(RECORDS FOR THIS TASK begins)

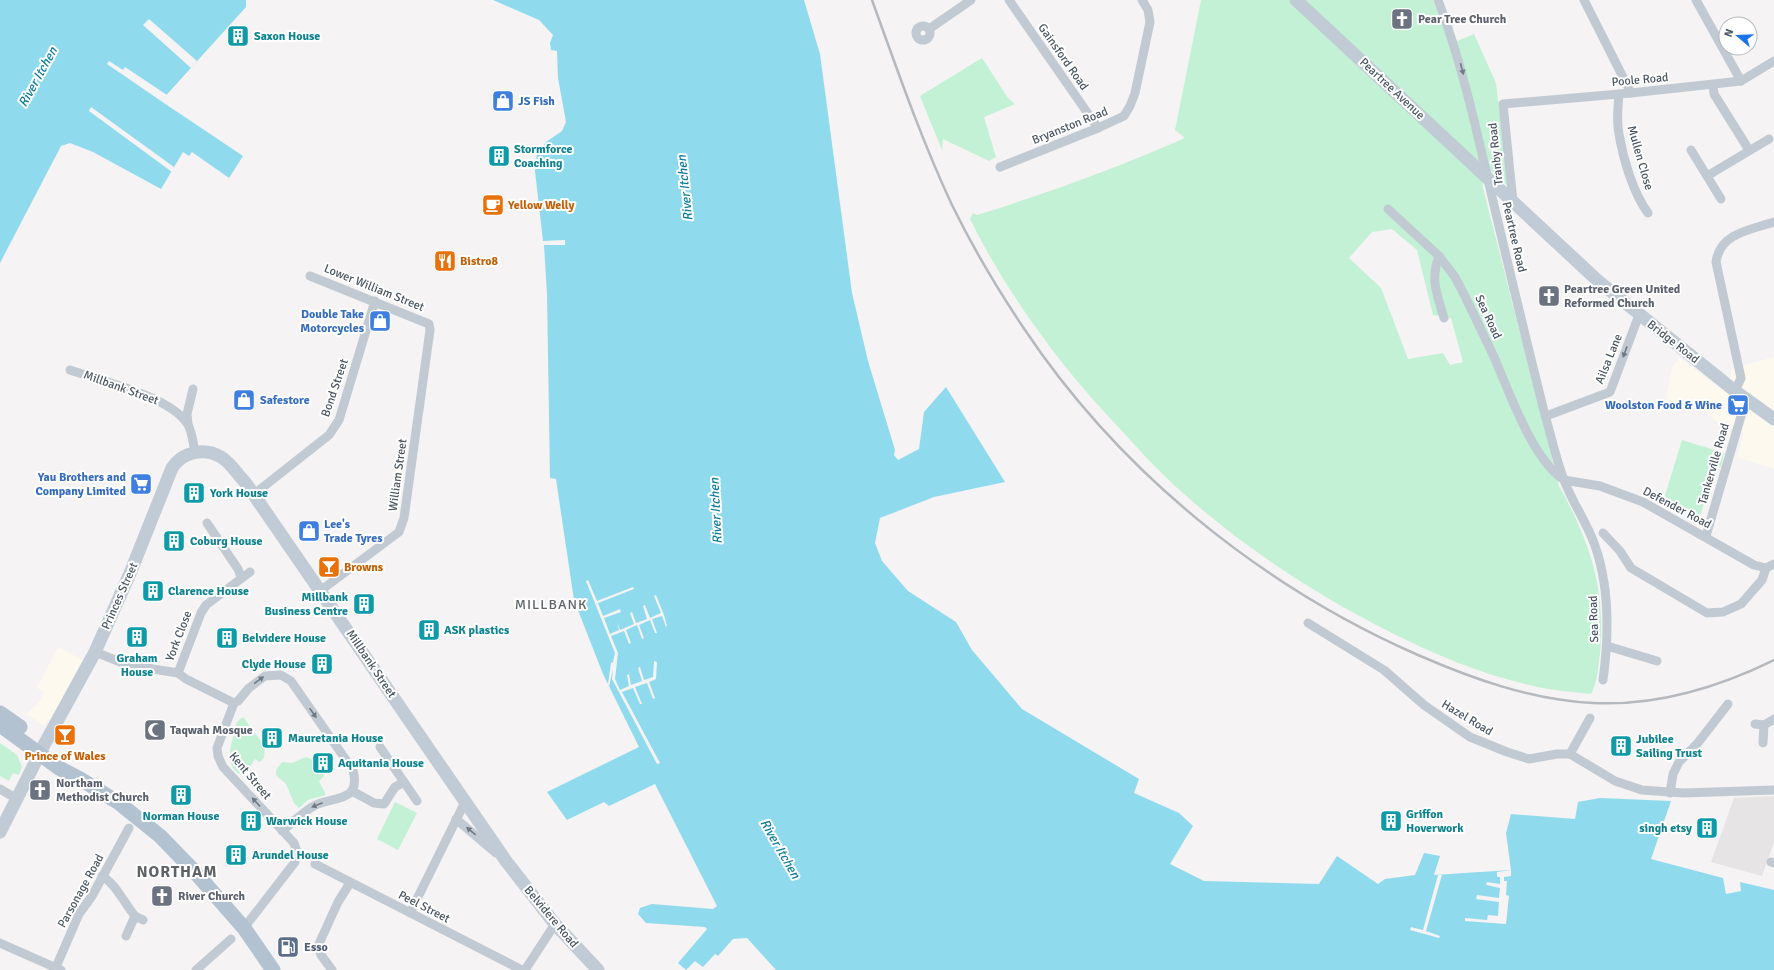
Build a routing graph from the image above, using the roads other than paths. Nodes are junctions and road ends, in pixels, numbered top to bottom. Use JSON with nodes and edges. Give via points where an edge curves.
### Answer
{"nodes":[{"id":1,"x":971,"y":0,"type":"edge"},
{"id":2,"x":1009,"y":0,"type":"edge"},
{"id":3,"x":1142,"y":0,"type":"edge"},
{"id":4,"x":1296,"y":0,"type":"edge"},
{"id":5,"x":1438,"y":0,"type":"edge"},
{"id":6,"x":1584,"y":0,"type":"edge"},
{"id":7,"x":1696,"y":0,"type":"edge"},
{"id":8,"x":929,"y":29,"type":"dead end"},
{"id":9,"x":1774,"y":61,"type":"edge"},
{"id":10,"x":1741,"y":81,"type":"junction"},
{"id":11,"x":1713,"y":85,"type":"junction"},
{"id":12,"x":1631,"y":93,"type":"junction"},
{"id":13,"x":1619,"y":94,"type":"junction"},
{"id":14,"x":1503,"y":104,"type":"joint"},
{"id":15,"x":1098,"y":128,"type":"junction"},
{"id":16,"x":1769,"y":139,"type":"dead end"},
{"id":17,"x":1691,"y":150,"type":"dead end"},
{"id":18,"x":1749,"y":150,"type":"junction"},
{"id":19,"x":1000,"y":167,"type":"dead end"},
{"id":20,"x":1707,"y":176,"type":"junction"},
{"id":21,"x":1488,"y":179,"type":"junction"},
{"id":22,"x":1721,"y":199,"type":"dead end"},
{"id":23,"x":1513,"y":202,"type":"junction"},
{"id":24,"x":1388,"y":209,"type":"dead end"},
{"id":25,"x":1648,"y":213,"type":"dead end"},
{"id":26,"x":1774,"y":222,"type":"edge"},
{"id":27,"x":1439,"y":256,"type":"junction"},
{"id":28,"x":310,"y":276,"type":"dead end"},
{"id":29,"x":375,"y":301,"type":"junction"},
{"id":30,"x":1639,"y":315,"type":"junction"},
{"id":31,"x":1444,"y":318,"type":"dead end"},
{"id":32,"x":429,"y":324,"type":"joint"},
{"id":33,"x":70,"y":370,"type":"dead end"},
{"id":34,"x":193,"y":389,"type":"dead end"},
{"id":35,"x":1735,"y":391,"type":"junction"},
{"id":36,"x":1746,"y":399,"type":"junction"},
{"id":37,"x":1546,"y":416,"type":"junction"},
{"id":38,"x":1774,"y":419,"type":"edge"},
{"id":39,"x":188,"y":424,"type":"junction"},
{"id":40,"x":1556,"y":450,"type":"junction"},
{"id":41,"x":195,"y":452,"type":"junction"},
{"id":42,"x":1541,"y":455,"type":"junction"},
{"id":43,"x":1564,"y":480,"type":"junction"},
{"id":44,"x":253,"y":495,"type":"junction"},
{"id":45,"x":207,"y":523,"type":"dead end"},
{"id":46,"x":1603,"y":533,"type":"dead end"},
{"id":47,"x":1706,"y":536,"type":"junction"},
{"id":48,"x":1770,"y":566,"type":"edge"},
{"id":49,"x":250,"y":572,"type":"dead end"},
{"id":50,"x":241,"y":577,"type":"junction"},
{"id":51,"x":320,"y":591,"type":"junction"},
{"id":52,"x":1308,"y":623,"type":"dead end"},
{"id":53,"x":1607,"y":646,"type":"junction"},
{"id":54,"x":95,"y":652,"type":"junction"},
{"id":55,"x":1657,"y":661,"type":"dead end"},
{"id":56,"x":178,"y":673,"type":"junction"},
{"id":57,"x":1603,"y":680,"type":"dead end"},
{"id":58,"x":234,"y":703,"type":"junction"},
{"id":59,"x":1728,"y":704,"type":"dead end"},
{"id":60,"x":0,"y":713,"type":"edge"},
{"id":61,"x":1590,"y":718,"type":"dead end"},
{"id":62,"x":1774,"y":718,"type":"edge"},
{"id":63,"x":0,"y":725,"type":"edge"},
{"id":64,"x":1763,"y":743,"type":"dead end"},
{"id":65,"x":380,"y":747,"type":"dead end"},
{"id":66,"x":42,"y":750,"type":"junction"},
{"id":67,"x":1570,"y":754,"type":"junction"},
{"id":68,"x":404,"y":782,"type":"junction"},
{"id":69,"x":0,"y":789,"type":"edge"},
{"id":70,"x":1774,"y":790,"type":"edge"},
{"id":71,"x":352,"y":791,"type":"junction"},
{"id":72,"x":1670,"y":793,"type":"junction"},
{"id":73,"x":17,"y":799,"type":"junction"},
{"id":74,"x":417,"y":801,"type":"dead end"},
{"id":75,"x":465,"y":802,"type":"junction"},
{"id":76,"x":456,"y":820,"type":"junction"},
{"id":77,"x":129,"y":828,"type":"dead end"},
{"id":78,"x":282,"y":831,"type":"junction"},
{"id":79,"x":0,"y":832,"type":"edge"},
{"id":80,"x":506,"y":861,"type":"junction"},
{"id":81,"x":315,"y":864,"type":"dead end"},
{"id":82,"x":102,"y":876,"type":"junction"},
{"id":83,"x":350,"y":883,"type":"junction"},
{"id":84,"x":410,"y":913,"type":"junction"},
{"id":85,"x":555,"y":924,"type":"junction"},
{"id":86,"x":244,"y":928,"type":"junction"},
{"id":87,"x":126,"y":936,"type":"dead end"},
{"id":88,"x":231,"y":938,"type":"dead end"},
{"id":89,"x":0,"y":943,"type":"edge"},
{"id":90,"x":59,"y":968,"type":"edge"},
{"id":91,"x":197,"y":970,"type":"edge"},
{"id":92,"x":273,"y":970,"type":"edge"},
{"id":93,"x":332,"y":970,"type":"edge"},
{"id":94,"x":524,"y":970,"type":"edge"},
{"id":95,"x":598,"y":970,"type":"edge"}],
"edges":[{"from":1,"to":8,"type":"street"},
{"from":2,"to":15,"type":"street","name":"Gainsford Road"},
{"from":3,"to":15,"type":"street","name":"Bryanston Road","via":[[1148,10],[1150,22],[1130,106],[1119,119]]},
{"from":4,"to":21,"type":"street","name":"Peartree Avenue"},
{"from":5,"to":21,"type":"street","name":"Peartree Road","one_way":true,"via":[[1474,114]]},
{"from":6,"to":12,"type":"street"},
{"from":7,"to":10,"type":"street"},
{"from":9,"to":10,"type":"street","name":"Poole Road"},
{"from":10,"to":11,"type":"street","name":"Poole Road"},
{"from":11,"to":12,"type":"street","name":"Poole Road"},
{"from":11,"to":18,"type":"street","via":[[1714,94]]},
{"from":12,"to":13,"type":"street","name":"Poole Road"},
{"from":13,"to":14,"type":"street","name":"Poole Road"},
{"from":13,"to":25,"type":"street","name":"Mullen Close","via":[[1618,134],[1639,207]]},
{"from":14,"to":23,"type":"street","name":"Tranby Road"},
{"from":15,"to":19,"type":"street","name":"Bryanston Road"},
{"from":16,"to":18,"type":"street"},
{"from":17,"to":20,"type":"street"},
{"from":18,"to":20,"type":"street"},
{"from":20,"to":22,"type":"street"},
{"from":21,"to":23,"type":"street","name":"Bridge Road"},
{"from":21,"to":37,"type":"street","name":"Peartree Road"},
{"from":23,"to":30,"type":"street","name":"Bridge Road"},
{"from":24,"to":27,"type":"street","name":"Sea Road"},
{"from":26,"to":35,"type":"street","via":[[1733,236],[1718,251],[1716,262],[1741,378]]},
{"from":27,"to":31,"type":"street","via":[[1434,270],[1434,283]]},
{"from":27,"to":42,"type":"street","name":"Sea Road","via":[[1455,277],[1466,298],[1524,425]]},
{"from":28,"to":29,"type":"street","name":"Lower William Street"},
{"from":29,"to":32,"type":"street","name":"Lower William Street"},
{"from":29,"to":44,"type":"street","name":"Bond Street","via":[[339,420],[329,435]]},
{"from":30,"to":35,"type":"street","name":"Bridge Road"},
{"from":30,"to":37,"type":"street","name":"Ailsa Lane","one_way":true,"via":[[1610,392]]},
{"from":32,"to":51,"type":"street","name":"William Street","via":[[423,385],[402,526],[399,532]]},
{"from":33,"to":39,"type":"street","name":"Millbank Street","via":[[162,402]]},
{"from":34,"to":39,"type":"street","via":[[187,414]]},
{"from":35,"to":36,"type":"street","name":"Bridge Road"},
{"from":36,"to":38,"type":"street","name":"Bridge Road"},
{"from":36,"to":47,"type":"street","name":"Tankerville Road"},
{"from":37,"to":40,"type":"street","name":"Peartree Road"},
{"from":39,"to":41,"type":"street"},
{"from":40,"to":42,"type":"street"},
{"from":40,"to":43,"type":"street","name":"Peartree Road"},
{"from":41,"to":44,"type":"street","name":"Millbank Street","via":[[221,457],[228,462]]},
{"from":41,"to":54,"type":"street","name":"Princes Street","via":[[176,462],[172,468],[132,571]]},
{"from":42,"to":43,"type":"street","name":"Sea Road","via":[[1552,470]]},
{"from":43,"to":47,"type":"street","name":"Defender Road","via":[[1595,485],[1643,502]]},
{"from":43,"to":53,"type":"street","name":"Sea Road","via":[[1594,544],[1603,578],[1607,607]]},
{"from":44,"to":51,"type":"street","name":"Millbank Street"},
{"from":45,"to":50,"type":"street"},
{"from":46,"to":48,"type":"street","via":[[1611,547],[1631,568],[1707,613],[1723,612],[1740,604],[1762,580]]},
{"from":47,"to":48,"type":"street","name":"Defender Road","via":[[1754,565]]},
{"from":49,"to":50,"type":"street","name":"York Close"},
{"from":50,"to":56,"type":"street","name":"York Close","via":[[203,609]]},
{"from":51,"to":75,"type":"street","name":"Millbank Street"},
{"from":52,"to":67,"type":"street","name":"Hazel Road","via":[[1384,670],[1424,705],[1481,742],[1529,759]]},
{"from":53,"to":55,"type":"street"},
{"from":53,"to":57,"type":"street","name":"Sea Road"},
{"from":54,"to":56,"type":"street","via":[[118,663]]},
{"from":54,"to":66,"type":"street","name":"Princes Street"},
{"from":56,"to":58,"type":"street"},
{"from":58,"to":71,"type":"street","name":"Kent Street","one_way":true,"via":[[265,676],[281,675],[291,681],[354,770]]},
{"from":78,"to":58,"type":"street","name":"Kent Street","one_way":true,"via":[[223,767],[218,756],[217,748]]},
{"from":59,"to":72,"type":"street","via":[[1702,739],[1679,762],[1673,774]]},
{"from":60,"to":66,"type":"main road"},
{"from":61,"to":67,"type":"street"},
{"from":62,"to":64,"type":"street","via":[[1759,724]]},
{"from":63,"to":66,"type":"main road"},
{"from":65,"to":68,"type":"street"},
{"from":66,"to":73,"type":"street","name":"Princes Street"},
{"from":66,"to":86,"type":"main road","via":[[59,768],[119,803],[160,836]]},
{"from":67,"to":72,"type":"street","via":[[1622,785]]},
{"from":68,"to":71,"type":"street","via":[[395,787],[384,804],[374,803]]},
{"from":68,"to":74,"type":"street"},
{"from":69,"to":73,"type":"street"},
{"from":70,"to":72,"type":"street"},
{"from":71,"to":78,"type":"street","one_way":true,"via":[[340,799],[312,806]]},
{"from":73,"to":79,"type":"street","name":"Princes Street"},
{"from":75,"to":76,"type":"street"},
{"from":75,"to":80,"type":"street","name":"Belvidere Road"},
{"from":80,"to":76,"type":"street","name":"Belvidere Road","one_way":true},
{"from":76,"to":84,"type":"street"},
{"from":77,"to":82,"type":"street","name":"Parsonage Road"},
{"from":78,"to":86,"type":"street","name":"Kent Street","via":[[296,847],[298,852],[295,862]]},
{"from":80,"to":85,"type":"street","name":"Belvidere Road"},
{"from":81,"to":83,"type":"street","name":"Peel Street"},
{"from":82,"to":87,"type":"street","via":[[112,883],[124,903],[139,918]]},
{"from":82,"to":90,"type":"street","name":"Parsonage Road","via":[[69,933]]},
{"from":83,"to":84,"type":"street","name":"Peel Street"},
{"from":83,"to":93,"type":"street","via":[[338,902],[318,946]]},
{"from":84,"to":94,"type":"street","name":"Peel Street"},
{"from":85,"to":94,"type":"street"},
{"from":85,"to":95,"type":"street","name":"Belvidere Road"},
{"from":86,"to":92,"type":"main road"},
{"from":88,"to":91,"type":"street"},
{"from":89,"to":90,"type":"street"}]}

(RECORDS FOR THIS TASK ends)

# [EXERCISE]
Locate the word "Bryanston" in the data above. Copy every line carrying it.

# [ANSWER]
{"from":3,"to":15,"type":"street","name":"Bryanston Road","via":[[1148,10],[1150,22],[1130,106],[1119,119]]},
{"from":15,"to":19,"type":"street","name":"Bryanston Road"},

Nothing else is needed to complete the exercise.